Output each record verbatim, with pictures left out.

Saved data entries
»»

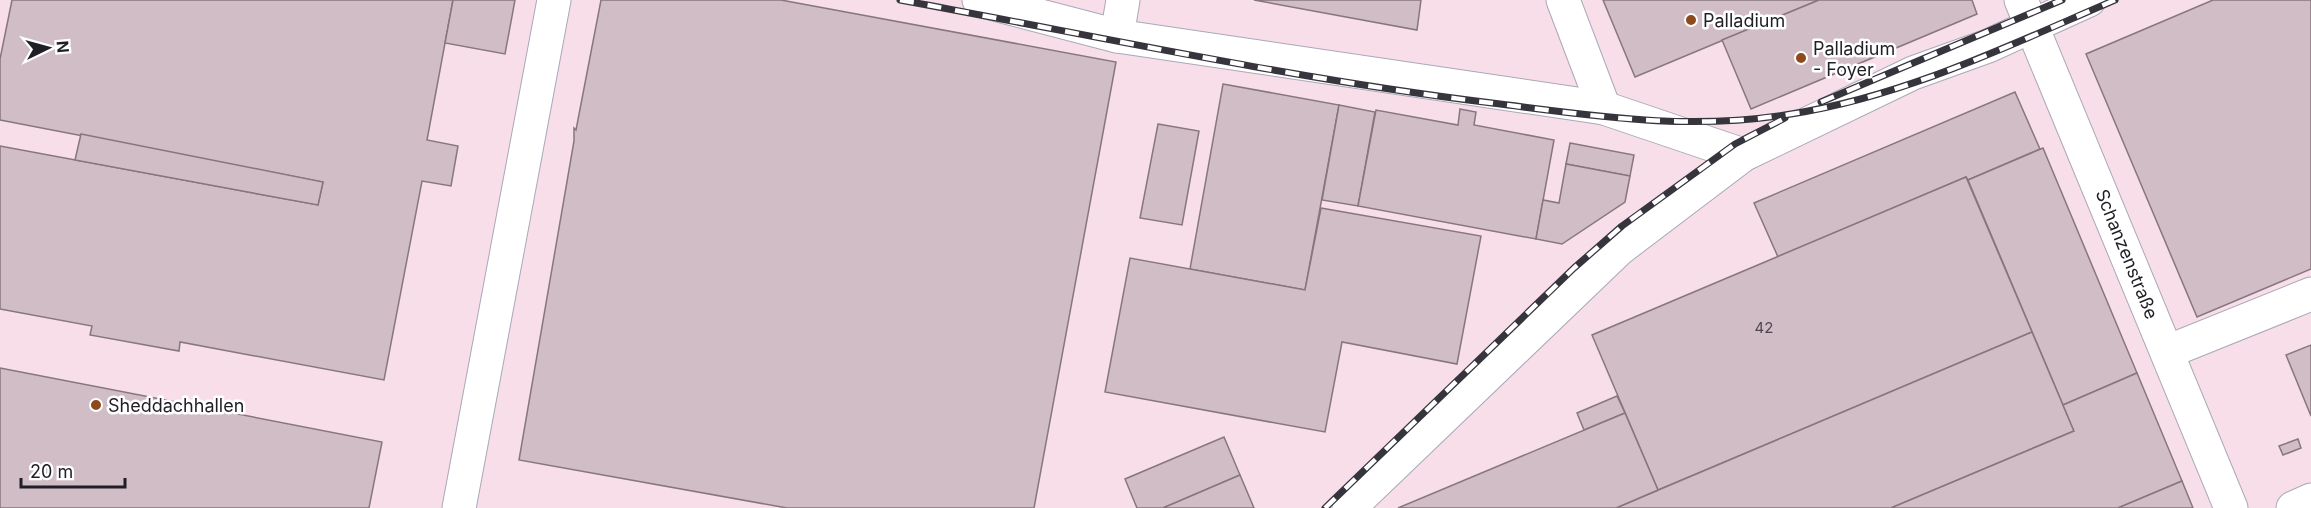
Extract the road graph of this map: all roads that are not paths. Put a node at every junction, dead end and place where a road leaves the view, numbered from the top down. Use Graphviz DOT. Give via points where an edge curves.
graph roads {
  1 [pos="554,0"];
  2 [pos="979,0"];
  3 [pos="1123,0"];
  4 [pos="1563,0"];
  5 [pos="2089,0"];
  6 [pos="2026,13"];
  7 [pos="1117,36"];
  8 [pos="1604,108"];
  9 [pos="1743,155"];
  10 [pos="2311,294"];
  11 [pos="2167,352"];
  12 [pos="2311,500"];
  13 [pos="459,508"];
  14 [pos="1348,508"];
  15 [pos="2231,508"];
  16 [pos="2293,508"];
  1 -- 13 [label="street"];
  2 -- 7 [label="street"];
  3 -- 7 [label="street"];
  4 -- 8 [label="street"];
  5 -- 6 [label="street"];
  6 -- 9 [label="street" via="1990,45 1912,73"];
  6 -- 11 [label="street, Schanzenstraße"];
  7 -- 8 [label="street"];
  8 -- 9 [label="street"];
  9 -- 14 [label="street" via="1619,249"];
  10 -- 11 [label="street"];
  11 -- 15 [label="street, Schanzenstraße"];
  12 -- 16 [label="street"];
}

««

Task response ->
Extract the road graph of this map: all roads that are not paths. Put a node at every junction, dead end and place where a road leaves the view, numbered from the top down. Use Graphviz DOT. Give via points where an edge curves.
graph roads {
  1 [pos="554,0"];
  2 [pos="979,0"];
  3 [pos="1123,0"];
  4 [pos="1563,0"];
  5 [pos="2089,0"];
  6 [pos="2026,13"];
  7 [pos="1117,36"];
  8 [pos="1604,108"];
  9 [pos="1743,155"];
  10 [pos="2311,294"];
  11 [pos="2167,352"];
  12 [pos="2311,500"];
  13 [pos="459,508"];
  14 [pos="1348,508"];
  15 [pos="2231,508"];
  16 [pos="2293,508"];
  1 -- 13 [label="street"];
  2 -- 7 [label="street"];
  3 -- 7 [label="street"];
  4 -- 8 [label="street"];
  5 -- 6 [label="street"];
  6 -- 9 [label="street" via="1990,45 1912,73"];
  6 -- 11 [label="street, Schanzenstraße"];
  7 -- 8 [label="street"];
  8 -- 9 [label="street"];
  9 -- 14 [label="street" via="1619,249"];
  10 -- 11 [label="street"];
  11 -- 15 [label="street, Schanzenstraße"];
  12 -- 16 [label="street"];
}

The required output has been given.